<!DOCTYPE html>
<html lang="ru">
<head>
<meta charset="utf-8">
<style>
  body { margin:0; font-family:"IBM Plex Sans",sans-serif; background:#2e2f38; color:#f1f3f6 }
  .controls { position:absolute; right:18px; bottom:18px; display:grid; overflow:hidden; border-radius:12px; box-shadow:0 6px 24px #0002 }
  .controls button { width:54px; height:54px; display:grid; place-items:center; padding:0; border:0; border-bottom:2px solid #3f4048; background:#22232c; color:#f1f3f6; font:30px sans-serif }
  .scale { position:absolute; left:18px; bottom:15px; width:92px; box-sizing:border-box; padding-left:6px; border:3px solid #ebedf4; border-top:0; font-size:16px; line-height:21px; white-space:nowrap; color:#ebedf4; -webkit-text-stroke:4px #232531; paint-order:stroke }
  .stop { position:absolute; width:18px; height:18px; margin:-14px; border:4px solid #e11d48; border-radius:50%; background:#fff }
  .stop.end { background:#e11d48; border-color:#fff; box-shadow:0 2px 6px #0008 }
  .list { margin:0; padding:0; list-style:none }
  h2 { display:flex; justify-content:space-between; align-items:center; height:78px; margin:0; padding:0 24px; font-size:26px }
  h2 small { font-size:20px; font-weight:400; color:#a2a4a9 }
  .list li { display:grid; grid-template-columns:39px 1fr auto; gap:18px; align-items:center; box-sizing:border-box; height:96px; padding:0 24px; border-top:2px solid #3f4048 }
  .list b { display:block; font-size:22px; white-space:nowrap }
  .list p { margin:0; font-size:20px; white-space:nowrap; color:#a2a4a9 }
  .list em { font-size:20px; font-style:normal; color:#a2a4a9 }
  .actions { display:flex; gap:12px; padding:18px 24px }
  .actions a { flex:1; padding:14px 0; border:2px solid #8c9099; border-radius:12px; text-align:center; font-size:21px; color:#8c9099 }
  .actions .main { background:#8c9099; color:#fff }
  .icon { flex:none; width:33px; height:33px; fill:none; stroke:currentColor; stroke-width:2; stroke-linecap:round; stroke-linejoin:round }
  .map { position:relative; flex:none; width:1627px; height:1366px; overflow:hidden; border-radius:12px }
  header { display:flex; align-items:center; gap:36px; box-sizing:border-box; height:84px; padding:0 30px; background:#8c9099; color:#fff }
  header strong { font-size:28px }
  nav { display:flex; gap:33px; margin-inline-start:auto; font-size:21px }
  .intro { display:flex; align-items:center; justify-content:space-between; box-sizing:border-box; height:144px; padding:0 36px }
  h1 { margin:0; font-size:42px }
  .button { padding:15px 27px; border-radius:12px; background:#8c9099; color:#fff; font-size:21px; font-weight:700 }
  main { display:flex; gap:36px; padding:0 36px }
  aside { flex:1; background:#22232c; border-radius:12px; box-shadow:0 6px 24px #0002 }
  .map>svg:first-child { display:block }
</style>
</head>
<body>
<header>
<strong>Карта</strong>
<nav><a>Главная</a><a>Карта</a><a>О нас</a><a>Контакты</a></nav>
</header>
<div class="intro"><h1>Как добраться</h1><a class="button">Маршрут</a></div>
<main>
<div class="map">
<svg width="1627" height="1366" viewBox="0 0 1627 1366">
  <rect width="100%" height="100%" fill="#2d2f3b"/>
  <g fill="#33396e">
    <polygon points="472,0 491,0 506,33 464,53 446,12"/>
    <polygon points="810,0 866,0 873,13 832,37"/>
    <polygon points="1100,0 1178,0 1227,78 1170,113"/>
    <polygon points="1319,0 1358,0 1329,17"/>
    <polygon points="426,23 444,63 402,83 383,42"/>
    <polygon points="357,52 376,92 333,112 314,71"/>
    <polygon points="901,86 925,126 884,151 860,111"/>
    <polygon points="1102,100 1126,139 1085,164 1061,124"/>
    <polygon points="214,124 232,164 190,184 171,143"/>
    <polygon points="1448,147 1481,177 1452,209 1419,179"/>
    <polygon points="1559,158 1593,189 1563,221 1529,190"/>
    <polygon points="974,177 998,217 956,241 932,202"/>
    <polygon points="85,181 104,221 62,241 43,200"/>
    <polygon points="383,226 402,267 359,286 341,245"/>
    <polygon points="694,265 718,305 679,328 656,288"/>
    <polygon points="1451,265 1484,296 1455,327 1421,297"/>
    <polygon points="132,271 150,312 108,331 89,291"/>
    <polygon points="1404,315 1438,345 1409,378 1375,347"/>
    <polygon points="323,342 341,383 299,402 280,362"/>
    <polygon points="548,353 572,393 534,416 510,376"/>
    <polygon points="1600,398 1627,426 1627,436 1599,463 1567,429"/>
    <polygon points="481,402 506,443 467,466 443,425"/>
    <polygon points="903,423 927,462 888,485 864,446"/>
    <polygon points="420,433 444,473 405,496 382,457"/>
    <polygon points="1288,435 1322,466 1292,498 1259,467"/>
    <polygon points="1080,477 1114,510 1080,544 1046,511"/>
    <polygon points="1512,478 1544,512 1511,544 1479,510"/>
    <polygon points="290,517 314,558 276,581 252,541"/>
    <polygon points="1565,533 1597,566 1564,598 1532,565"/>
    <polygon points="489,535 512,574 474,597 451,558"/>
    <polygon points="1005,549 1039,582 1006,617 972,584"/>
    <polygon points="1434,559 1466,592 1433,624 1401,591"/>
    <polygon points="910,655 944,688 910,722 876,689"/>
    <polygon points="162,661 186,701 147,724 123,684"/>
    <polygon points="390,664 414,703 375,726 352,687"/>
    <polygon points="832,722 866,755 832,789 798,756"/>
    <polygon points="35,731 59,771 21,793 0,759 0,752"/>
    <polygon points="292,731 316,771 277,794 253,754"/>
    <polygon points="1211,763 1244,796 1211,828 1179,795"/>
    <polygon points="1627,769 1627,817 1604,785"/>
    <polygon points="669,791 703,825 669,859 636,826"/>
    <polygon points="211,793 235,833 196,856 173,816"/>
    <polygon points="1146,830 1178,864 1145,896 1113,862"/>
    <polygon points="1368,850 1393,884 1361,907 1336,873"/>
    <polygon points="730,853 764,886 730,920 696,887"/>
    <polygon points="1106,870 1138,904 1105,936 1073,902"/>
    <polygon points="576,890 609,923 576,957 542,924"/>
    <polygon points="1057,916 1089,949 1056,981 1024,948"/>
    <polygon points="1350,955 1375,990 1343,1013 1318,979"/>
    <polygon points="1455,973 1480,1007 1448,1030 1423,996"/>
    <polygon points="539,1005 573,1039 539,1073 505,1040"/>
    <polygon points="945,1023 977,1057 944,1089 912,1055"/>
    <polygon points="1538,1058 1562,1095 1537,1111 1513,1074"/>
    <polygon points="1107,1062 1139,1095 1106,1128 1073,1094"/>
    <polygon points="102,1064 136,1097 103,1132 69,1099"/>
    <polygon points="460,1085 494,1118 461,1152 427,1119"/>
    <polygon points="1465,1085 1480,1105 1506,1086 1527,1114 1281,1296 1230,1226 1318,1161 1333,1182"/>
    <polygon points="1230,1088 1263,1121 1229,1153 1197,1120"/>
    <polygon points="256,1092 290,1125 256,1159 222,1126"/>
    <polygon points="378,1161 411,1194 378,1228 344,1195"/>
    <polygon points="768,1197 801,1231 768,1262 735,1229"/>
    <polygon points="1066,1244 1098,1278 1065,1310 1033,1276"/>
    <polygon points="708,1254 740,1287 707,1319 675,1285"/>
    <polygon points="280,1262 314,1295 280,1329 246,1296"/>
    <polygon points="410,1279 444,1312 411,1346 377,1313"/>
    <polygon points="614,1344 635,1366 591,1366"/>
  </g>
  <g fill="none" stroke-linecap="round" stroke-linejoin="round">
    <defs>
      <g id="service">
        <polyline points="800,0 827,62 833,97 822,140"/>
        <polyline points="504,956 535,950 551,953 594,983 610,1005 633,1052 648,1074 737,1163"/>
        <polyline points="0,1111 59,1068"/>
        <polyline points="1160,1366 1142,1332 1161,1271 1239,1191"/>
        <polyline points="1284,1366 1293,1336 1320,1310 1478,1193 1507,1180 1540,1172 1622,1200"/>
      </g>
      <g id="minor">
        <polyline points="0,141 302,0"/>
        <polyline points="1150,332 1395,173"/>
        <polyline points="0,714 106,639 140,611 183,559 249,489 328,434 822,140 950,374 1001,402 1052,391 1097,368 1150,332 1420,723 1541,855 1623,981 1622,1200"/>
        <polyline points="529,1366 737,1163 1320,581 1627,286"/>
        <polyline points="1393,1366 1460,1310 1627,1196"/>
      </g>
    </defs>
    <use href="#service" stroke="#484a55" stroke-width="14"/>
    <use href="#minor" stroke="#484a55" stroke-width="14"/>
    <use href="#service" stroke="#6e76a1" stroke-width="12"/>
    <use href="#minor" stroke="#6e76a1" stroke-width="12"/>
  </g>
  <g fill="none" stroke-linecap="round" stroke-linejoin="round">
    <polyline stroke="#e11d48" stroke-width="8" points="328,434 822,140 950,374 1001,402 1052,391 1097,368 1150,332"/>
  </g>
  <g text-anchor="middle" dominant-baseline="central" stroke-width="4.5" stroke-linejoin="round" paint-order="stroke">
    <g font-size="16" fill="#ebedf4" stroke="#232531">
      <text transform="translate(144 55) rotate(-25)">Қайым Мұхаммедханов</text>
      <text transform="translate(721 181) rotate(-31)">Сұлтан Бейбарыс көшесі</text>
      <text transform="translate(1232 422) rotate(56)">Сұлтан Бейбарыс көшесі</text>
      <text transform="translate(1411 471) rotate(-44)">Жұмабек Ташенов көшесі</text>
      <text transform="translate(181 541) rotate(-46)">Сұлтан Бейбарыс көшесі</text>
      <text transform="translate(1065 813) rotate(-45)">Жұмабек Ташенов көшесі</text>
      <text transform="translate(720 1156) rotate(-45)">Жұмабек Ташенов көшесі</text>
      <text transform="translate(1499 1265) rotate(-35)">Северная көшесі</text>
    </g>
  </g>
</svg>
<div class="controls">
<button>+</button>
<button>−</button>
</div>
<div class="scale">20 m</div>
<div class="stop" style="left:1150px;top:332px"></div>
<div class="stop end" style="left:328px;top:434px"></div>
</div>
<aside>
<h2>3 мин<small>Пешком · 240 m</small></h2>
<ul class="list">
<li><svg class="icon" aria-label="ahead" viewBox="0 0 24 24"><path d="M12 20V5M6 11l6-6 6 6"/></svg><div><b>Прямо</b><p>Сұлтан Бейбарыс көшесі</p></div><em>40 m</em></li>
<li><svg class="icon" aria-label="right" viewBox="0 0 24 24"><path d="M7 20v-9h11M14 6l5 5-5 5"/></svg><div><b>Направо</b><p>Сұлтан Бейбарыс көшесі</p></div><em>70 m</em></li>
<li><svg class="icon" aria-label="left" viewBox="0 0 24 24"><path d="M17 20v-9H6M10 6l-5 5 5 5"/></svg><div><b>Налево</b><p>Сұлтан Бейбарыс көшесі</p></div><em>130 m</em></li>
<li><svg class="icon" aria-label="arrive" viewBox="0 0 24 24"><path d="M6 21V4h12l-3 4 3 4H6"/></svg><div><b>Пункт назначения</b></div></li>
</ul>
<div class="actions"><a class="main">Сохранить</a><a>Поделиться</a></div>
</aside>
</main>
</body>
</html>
================
> **Task statement**: Restate word for word the lines of the data above, starting at the line containing "position:absolute; right:18px; bottom:18px;" and ending at the line containing "position:absolute; left:18px; bottom:15px;", both included, and nothing more.

> **Finished task**:
  .controls { position:absolute; right:18px; bottom:18px; display:grid; overflow:hidden; border-radius:12px; box-shadow:0 6px 24px #0002 }
  .controls button { width:54px; height:54px; display:grid; place-items:center; padding:0; border:0; border-bottom:2px solid #3f4048; background:#22232c; color:#f1f3f6; font:30px sans-serif }
  .scale { position:absolute; left:18px; bottom:15px; width:92px; box-sizing:border-box; padding-left:6px; border:3px solid #ebedf4; border-top:0; font-size:16px; line-height:21px; white-space:nowrap; color:#ebedf4; -webkit-text-stroke:4px #232531; paint-order:stroke }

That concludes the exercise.